Maurice Pillard Verneuil (29 April 1869 – 21 September 1942) was a French artist and decorator in the Art Nouveau movement.

==Biography==
He was born in Saint-Quentin, France. Maurice Pillard Verneuil learned his trade from the Swiss designer Eugène Grasset. Maurice Pillard Verneuil then went on to become a well-known artist and designer. He was inspired by Japanese art and nature, particularly the sea. He is known for his contribution to the Art Deco movement and, in particular, his use of bold, floral designs in ceramic tiles, wallpapers and other furnishing textiles.
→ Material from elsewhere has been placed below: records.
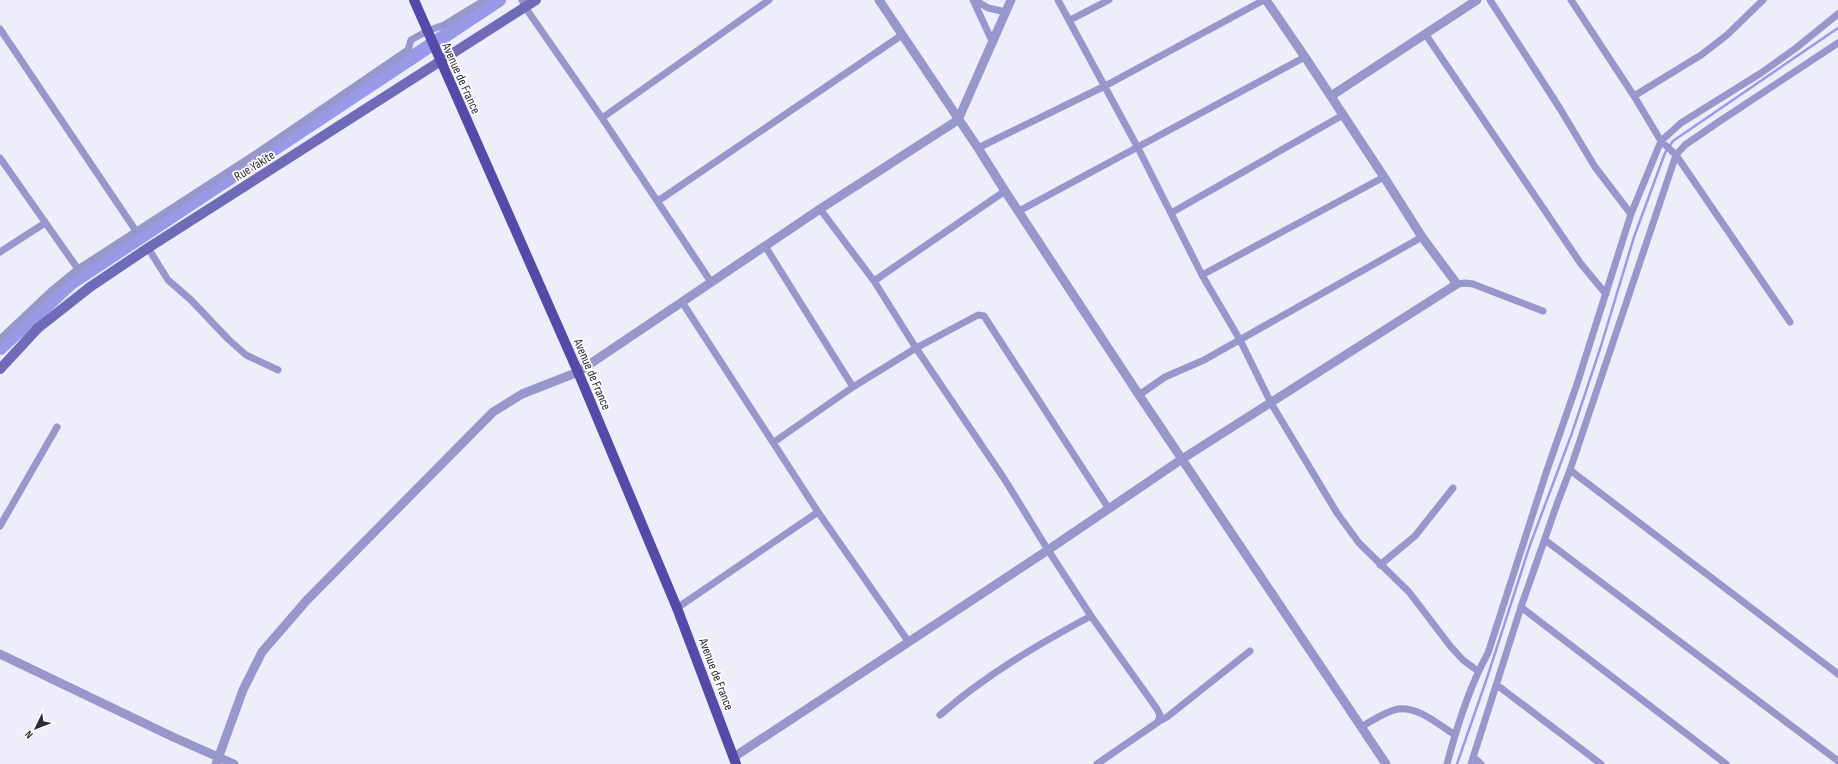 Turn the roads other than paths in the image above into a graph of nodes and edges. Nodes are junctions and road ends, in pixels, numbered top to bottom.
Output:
1 (414, 0) edge
2 (485, 0) edge
3 (536, 0) edge
4 (768, 0) edge
5 (879, 0) edge
6 (974, 0) edge
7 (1011, 0) edge
8 (1058, 0) edge
9 (1109, 0) edge
10 (1265, 0) edge
11 (1477, 0) edge
12 (1490, 0) edge
13 (1571, 0) edge
14 (1763, 0) edge
15 (524, 4) edge
16 (1006, 12) junction
17 (1838, 14) edge
18 (1070, 20) junction
19 (0, 30) edge
20 (428, 33) junction
21 (902, 35) junction
22 (1426, 35) junction
23 (1838, 43) edge
24 (993, 44) junction
25 (1306, 57) junction
26 (441, 62) junction
27 (1105, 86) junction
28 (1331, 96) junction
29 (1634, 96) junction
30 (1343, 115) junction
31 (602, 118) junction
32 (958, 120) junction
33 (1661, 141) junction
34 (978, 148) junction
35 (1138, 148) junction
36 (1676, 155) junction
37 (0, 158) edge
38 (1384, 177) junction
39 (1005, 192) junction
40 (658, 201) junction
41 (820, 209) junction
42 (1019, 211) junction
43 (1171, 214) junction
44 (1631, 214) junction
45 (46, 223) junction
46 (136, 231) junction
47 (1422, 237) junction
48 (765, 246) junction
49 (148, 248) junction
50 (0, 252) edge
51 (78, 269) junction
52 (1202, 275) junction
53 (874, 281) junction
54 (711, 282) junction
55 (1457, 284) junction
56 (1606, 294) junction
57 (682, 302) junction
58 (1543, 311) dead end
59 (1790, 322) dead end
60 (0, 340) edge
61 (1240, 340) junction
62 (916, 348) junction
63 (0, 369) edge
64 (278, 370) dead end
65 (578, 372) junction
66 (853, 387) junction
67 (1139, 395) junction
68 (1271, 403) junction
69 (58, 427) dead end
70 (774, 442) junction
71 (1182, 459) junction
72 (1570, 470) junction
73 (1453, 488) dead end
74 (1109, 509) junction
75 (818, 512) junction
76 (0, 526) edge
77 (1545, 540) junction
78 (1048, 550) junction
79 (1380, 565) junction
80 (677, 608) junction
81 (1522, 608) junction
82 (1092, 616) junction
83 (908, 641) junction
84 (1250, 651) dead end
85 (0, 654) edge
86 (1478, 671) junction
87 (1838, 674) edge
88 (1497, 685) junction
89 (940, 715) dead end
90 (1158, 722) junction
91 (1362, 727) junction
92 (1455, 735) junction
93 (217, 760) edge
94 (735, 761) edge
95 (1472, 761) edge
96 (1838, 761) edge
97 (234, 764) edge
98 (1097, 764) edge
99 (1386, 764) edge
100 (1447, 764) edge
101 (1481, 764) edge
102 (1601, 764) edge
103 (1726, 764) edge

1 - 20 main road, Avenue de France
2 - 20 street
3 - 15 main road, Rue Yakite
4 - 31 street
5 - 21 street
6 - 16 street
6 - 24 street
7 - 16 street
8 - 18 street
9 - 18 street
10 - 25 street
10 - 27 street
11 - 22 street
12 - 44 street
13 - 29 street
14 - 29 street
15 - 26 main road, Rue Yakite
15 - 31 street
16 - 24 street
17 - 33 street
18 - 27 street
19 - 46 street
20 - 26 main road, Avenue de France
20 - 46 street
21 - 32 street
21 - 40 street
22 - 28 street
22 - 56 street
23 - 36 street
24 - 32 street
25 - 28 street
25 - 35 street
26 - 49 main road, Rue Yakite
26 - 65 main road, Avenue de France
27 - 34 street
27 - 35 street
28 - 30 street
29 - 33 street
30 - 38 street
30 - 43 street
31 - 40 street
32 - 34 street
32 - 41 street
33 - 36 street
33 - 44 street
34 - 39 street
35 - 42 street
35 - 43 street
36 - 59 street
36 - 72 street
37 - 45 street
38 - 47 street
38 - 52 street
39 - 42 street
39 - 53 street
40 - 54 street
41 - 48 street
41 - 53 street
42 - 67 street
43 - 52 street
44 - 56 street
45 - 50 street
45 - 51 street
46 - 51 street
47 - 55 street
47 - 61 street
48 - 54 street
48 - 66 street
49 - 63 main road, Rue Yakite
49 - 64 street
51 - 60 street
52 - 61 street
53 - 62 street
54 - 57 street
55 - 58 street
55 - 68 street
56 - 86 street
57 - 65 street
57 - 70 street
61 - 67 street
61 - 68 street
62 - 66 street
62 - 74 street
62 - 78 street
65 - 80 main road, Avenue de France
65 - 93 street
66 - 70 street
67 - 71 street
68 - 71 street
68 - 79 street
69 - 76 street
70 - 75 street
71 - 74 street
71 - 91 street
72 - 77 street
72 - 87 street
73 - 79 street
74 - 78 street
75 - 80 street
75 - 83 street
77 - 81 street
77 - 96 street
78 - 82 street
78 - 83 street
79 - 86 street
80 - 94 main road, Avenue de France
81 - 88 street
81 - 103 street
82 - 89 street
82 - 90 street
83 - 94 street
84 - 90 street
85 - 93 street
86 - 92 street
88 - 95 street
88 - 102 street
90 - 98 street
91 - 92 street
91 - 99 street
92 - 100 street
93 - 97 street
95 - 101 street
His designs covered both the Art Nouveau and Art Deco periods subsequently transitioning into his much acclaimed geometric patterns. Verneuil also produced numerous poster works in France alongside the well-known artists such as Toulouse-Lautrec and Chéret. Other collaborators included Armand Point, René Juste, Alfons Mucha and Mathurin Méheut.

After the First World War, he moved to Geneva, and then, from 1921 to his death to Rivaz where he lived with his third wife, Adélaïde Verneuil de Marval, who was also a painter and the photomodel he used for his portfolio, "Images d'une femme", in the 1930s.

In 1925, Maurice Pillard Verneuil and his wife Adélaïde Verneuil de Marval worked together on the portfolio Kaleidoscope: Ornements abstraits, quatre-vingt-sept motifs en vingt planches. Composés par Ad.(élaïde) and M.P.Verneuil.

He trained many artists including Amédée Ozenfant. In 1923, he embarked with his wife Adélaïde Verneuil de Marval on a long voyage to the Far East, including visits to Cambodia, Indonesia, and Japan.